C’est en vérité le ton du jour. On ne voyage plus qu’au milieu des acclamations et des illuminations. On n’arrive plus dans une ville sans passer à travers les populations enthousiastes et les feux de Bengale. On ne parle plus que sur le mode lyrique pour annoncer les prodiges qui se succèdent. Il n’est pas un discours qui ne le dise : jamais la France n’a été plus haut placée et plus libre, plus écoutée au dehors, plus paisible et plus florissante à l’intérieur ! La France peut être désormais rassurée : elle est relevée depuis tantôt un an, elle a retrouvé sa vraie grandeur avec ses finances gérées par M. le sous-secrétaire d’état Wilson, avec son armée reconstituée par M. le ministre de la guerre, avec son immense essor de travaux publics, avec le génie laïque qui préside à l’enseignement régénéré ! Il n’y a plus qu’à marcher. Tous les ministres, c’est bien entendu, sont des hommes supérieurs, habiles, fermes, modérés et surtout populaires : au besoin leurs subordonnés le leur diraient au risque d’offenser leur modestie. On a vu, il n’y a pas bien longtemps tel préfet exprimer avec une imperturbable conviction le regret de n’avoir pas devant lui son chef, M. le ministre de l’intérieur, pour le saluer grand homme, pour lui déclarer courageusement qu’il est le plus populaire des ministres. On a vu de ces scènes dans les vaudevilles ! C’est une manière nouvelle de faire de la politique. Hommes et choses, tout est transfiguré.
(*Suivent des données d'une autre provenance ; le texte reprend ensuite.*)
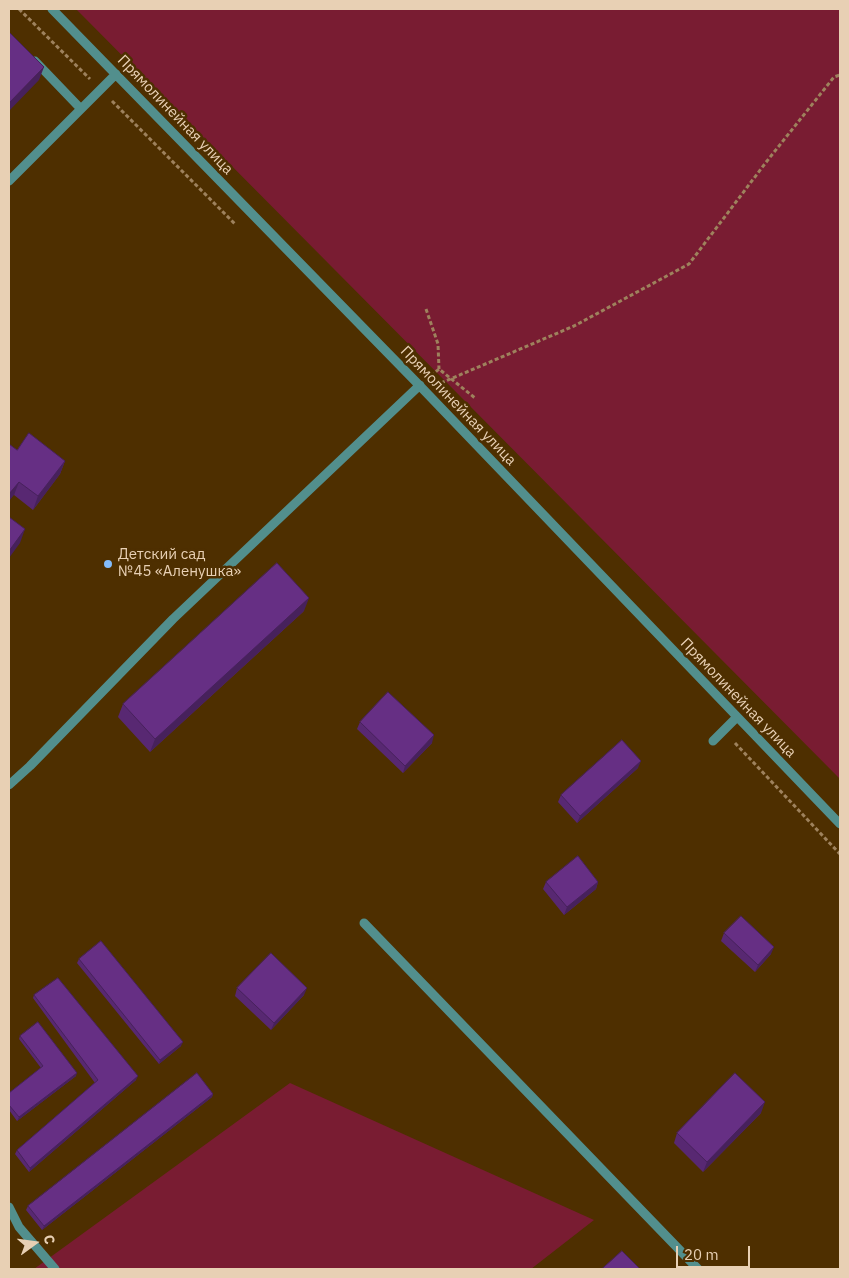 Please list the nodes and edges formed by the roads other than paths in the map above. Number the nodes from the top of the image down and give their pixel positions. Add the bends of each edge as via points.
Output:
1 (52, 9) edge
2 (28, 54) edge
3 (116, 74) junction
4 (81, 109) junction
5 (9, 181) edge
6 (422, 387) junction
7 (737, 717) junction
8 (713, 741) dead end
9 (9, 785) edge
10 (840, 824) edge
11 (364, 923) dead end
12 (9, 1207) edge
13 (55, 1269) edge
14 (698, 1269) edge

1 - 3 street, Прямолинейная улица
2 - 4 street
3 - 4 street
3 - 6 street, Прямолинейная улица
4 - 5 street
6 - 7 street, Прямолинейная улица
6 - 9 street via 173,619
7 - 8 street
7 - 10 street, Прямолинейная улица
11 - 14 street
12 - 13 street via 19,1227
Le moindre événement prend des proportions absolument bizarres, et il n’est pas jusqu’à M. le président du conseil, plus sérieux et plus mesuré d’habitude, qui, avec une philosophie digne de celui qui voulait mettre l’histoire de France en quatrains, n’ait cru pouvoir dire en parlant des élections récentes des conseils-généraux : « Nous arrivons à ces admirables élections du 1er août qui sont pour moi le couronnement et le dernier terme de l’évolution historique que la France avait à accomplir. » Voilà des élections qui ne s’attendaient pas à être chantées sur ce mode majeur et à être représentées comme le couronnement d’un cycle de l’histoire, uniquement parce qu’elles ont donné une majorité républicaine aux conseils-généraux d’un certain nombre de départemens !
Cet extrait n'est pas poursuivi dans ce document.